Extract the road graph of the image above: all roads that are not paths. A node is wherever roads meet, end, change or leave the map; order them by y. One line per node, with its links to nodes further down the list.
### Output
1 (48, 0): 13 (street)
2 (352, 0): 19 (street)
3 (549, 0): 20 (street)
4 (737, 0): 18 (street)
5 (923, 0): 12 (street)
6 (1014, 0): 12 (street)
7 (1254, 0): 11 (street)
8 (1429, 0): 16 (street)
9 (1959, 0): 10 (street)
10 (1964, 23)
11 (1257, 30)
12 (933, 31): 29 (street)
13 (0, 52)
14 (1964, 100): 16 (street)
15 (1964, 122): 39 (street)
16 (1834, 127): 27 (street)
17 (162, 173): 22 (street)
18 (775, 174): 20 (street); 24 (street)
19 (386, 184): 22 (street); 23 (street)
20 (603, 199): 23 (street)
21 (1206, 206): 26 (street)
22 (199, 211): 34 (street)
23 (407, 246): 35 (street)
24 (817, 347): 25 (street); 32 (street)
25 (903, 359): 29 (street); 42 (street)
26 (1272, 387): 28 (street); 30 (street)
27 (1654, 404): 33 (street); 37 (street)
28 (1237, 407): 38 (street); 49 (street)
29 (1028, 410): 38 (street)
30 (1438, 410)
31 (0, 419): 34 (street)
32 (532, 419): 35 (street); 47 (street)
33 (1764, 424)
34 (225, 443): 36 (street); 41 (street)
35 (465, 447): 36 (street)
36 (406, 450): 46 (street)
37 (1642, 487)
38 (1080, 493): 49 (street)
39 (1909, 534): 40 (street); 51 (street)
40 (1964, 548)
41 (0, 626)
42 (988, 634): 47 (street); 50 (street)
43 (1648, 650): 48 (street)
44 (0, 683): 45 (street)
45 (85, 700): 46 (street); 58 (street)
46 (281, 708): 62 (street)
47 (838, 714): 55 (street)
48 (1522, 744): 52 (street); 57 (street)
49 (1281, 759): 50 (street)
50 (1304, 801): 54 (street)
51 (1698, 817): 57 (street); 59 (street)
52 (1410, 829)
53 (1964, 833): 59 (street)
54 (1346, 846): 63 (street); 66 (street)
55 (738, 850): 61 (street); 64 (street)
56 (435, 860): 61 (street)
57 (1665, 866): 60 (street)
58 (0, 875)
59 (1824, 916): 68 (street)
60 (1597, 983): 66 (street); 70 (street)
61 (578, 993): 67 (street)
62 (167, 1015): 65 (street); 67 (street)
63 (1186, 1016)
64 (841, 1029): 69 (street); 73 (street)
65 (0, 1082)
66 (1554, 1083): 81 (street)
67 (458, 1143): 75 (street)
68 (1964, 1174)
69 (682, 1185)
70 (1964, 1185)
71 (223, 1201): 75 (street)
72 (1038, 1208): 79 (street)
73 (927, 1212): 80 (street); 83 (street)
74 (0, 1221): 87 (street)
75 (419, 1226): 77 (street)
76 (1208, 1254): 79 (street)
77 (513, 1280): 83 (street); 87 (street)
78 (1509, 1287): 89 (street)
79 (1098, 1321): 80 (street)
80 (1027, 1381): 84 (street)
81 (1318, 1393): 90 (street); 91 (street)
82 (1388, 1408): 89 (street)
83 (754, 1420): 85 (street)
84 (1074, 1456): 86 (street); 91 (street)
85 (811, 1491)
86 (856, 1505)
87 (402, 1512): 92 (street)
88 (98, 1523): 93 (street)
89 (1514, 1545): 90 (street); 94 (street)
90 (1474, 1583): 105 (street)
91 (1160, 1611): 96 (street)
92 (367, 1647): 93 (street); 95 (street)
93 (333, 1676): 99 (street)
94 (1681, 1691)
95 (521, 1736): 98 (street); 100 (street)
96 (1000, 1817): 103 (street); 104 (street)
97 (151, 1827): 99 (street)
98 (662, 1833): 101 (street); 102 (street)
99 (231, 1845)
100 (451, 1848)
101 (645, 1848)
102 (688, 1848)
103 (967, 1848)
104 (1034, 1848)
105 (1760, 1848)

● **TASK STATEMENT**
Return each line of the records above exactly as it reads.

● **RESPONSE TO THE TASK**
Extract the road graph of the image above: all roads that are not paths. A node is wherever roads meet, end, change or leave the map; order them by y. One line per node, with its links to nodes further down the list.
### Output
1 (48, 0): 13 (street)
2 (352, 0): 19 (street)
3 (549, 0): 20 (street)
4 (737, 0): 18 (street)
5 (923, 0): 12 (street)
6 (1014, 0): 12 (street)
7 (1254, 0): 11 (street)
8 (1429, 0): 16 (street)
9 (1959, 0): 10 (street)
10 (1964, 23)
11 (1257, 30)
12 (933, 31): 29 (street)
13 (0, 52)
14 (1964, 100): 16 (street)
15 (1964, 122): 39 (street)
16 (1834, 127): 27 (street)
17 (162, 173): 22 (street)
18 (775, 174): 20 (street); 24 (street)
19 (386, 184): 22 (street); 23 (street)
20 (603, 199): 23 (street)
21 (1206, 206): 26 (street)
22 (199, 211): 34 (street)
23 (407, 246): 35 (street)
24 (817, 347): 25 (street); 32 (street)
25 (903, 359): 29 (street); 42 (street)
26 (1272, 387): 28 (street); 30 (street)
27 (1654, 404): 33 (street); 37 (street)
28 (1237, 407): 38 (street); 49 (street)
29 (1028, 410): 38 (street)
30 (1438, 410)
31 (0, 419): 34 (street)
32 (532, 419): 35 (street); 47 (street)
33 (1764, 424)
34 (225, 443): 36 (street); 41 (street)
35 (465, 447): 36 (street)
36 (406, 450): 46 (street)
37 (1642, 487)
38 (1080, 493): 49 (street)
39 (1909, 534): 40 (street); 51 (street)
40 (1964, 548)
41 (0, 626)
42 (988, 634): 47 (street); 50 (street)
43 (1648, 650): 48 (street)
44 (0, 683): 45 (street)
45 (85, 700): 46 (street); 58 (street)
46 (281, 708): 62 (street)
47 (838, 714): 55 (street)
48 (1522, 744): 52 (street); 57 (street)
49 (1281, 759): 50 (street)
50 (1304, 801): 54 (street)
51 (1698, 817): 57 (street); 59 (street)
52 (1410, 829)
53 (1964, 833): 59 (street)
54 (1346, 846): 63 (street); 66 (street)
55 (738, 850): 61 (street); 64 (street)
56 (435, 860): 61 (street)
57 (1665, 866): 60 (street)
58 (0, 875)
59 (1824, 916): 68 (street)
60 (1597, 983): 66 (street); 70 (street)
61 (578, 993): 67 (street)
62 (167, 1015): 65 (street); 67 (street)
63 (1186, 1016)
64 (841, 1029): 69 (street); 73 (street)
65 (0, 1082)
66 (1554, 1083): 81 (street)
67 (458, 1143): 75 (street)
68 (1964, 1174)
69 (682, 1185)
70 (1964, 1185)
71 (223, 1201): 75 (street)
72 (1038, 1208): 79 (street)
73 (927, 1212): 80 (street); 83 (street)
74 (0, 1221): 87 (street)
75 (419, 1226): 77 (street)
76 (1208, 1254): 79 (street)
77 (513, 1280): 83 (street); 87 (street)
78 (1509, 1287): 89 (street)
79 (1098, 1321): 80 (street)
80 (1027, 1381): 84 (street)
81 (1318, 1393): 90 (street); 91 (street)
82 (1388, 1408): 89 (street)
83 (754, 1420): 85 (street)
84 (1074, 1456): 86 (street); 91 (street)
85 (811, 1491)
86 (856, 1505)
87 (402, 1512): 92 (street)
88 (98, 1523): 93 (street)
89 (1514, 1545): 90 (street); 94 (street)
90 (1474, 1583): 105 (street)
91 (1160, 1611): 96 (street)
92 (367, 1647): 93 (street); 95 (street)
93 (333, 1676): 99 (street)
94 (1681, 1691)
95 (521, 1736): 98 (street); 100 (street)
96 (1000, 1817): 103 (street); 104 (street)
97 (151, 1827): 99 (street)
98 (662, 1833): 101 (street); 102 (street)
99 (231, 1845)
100 (451, 1848)
101 (645, 1848)
102 (688, 1848)
103 (967, 1848)
104 (1034, 1848)
105 (1760, 1848)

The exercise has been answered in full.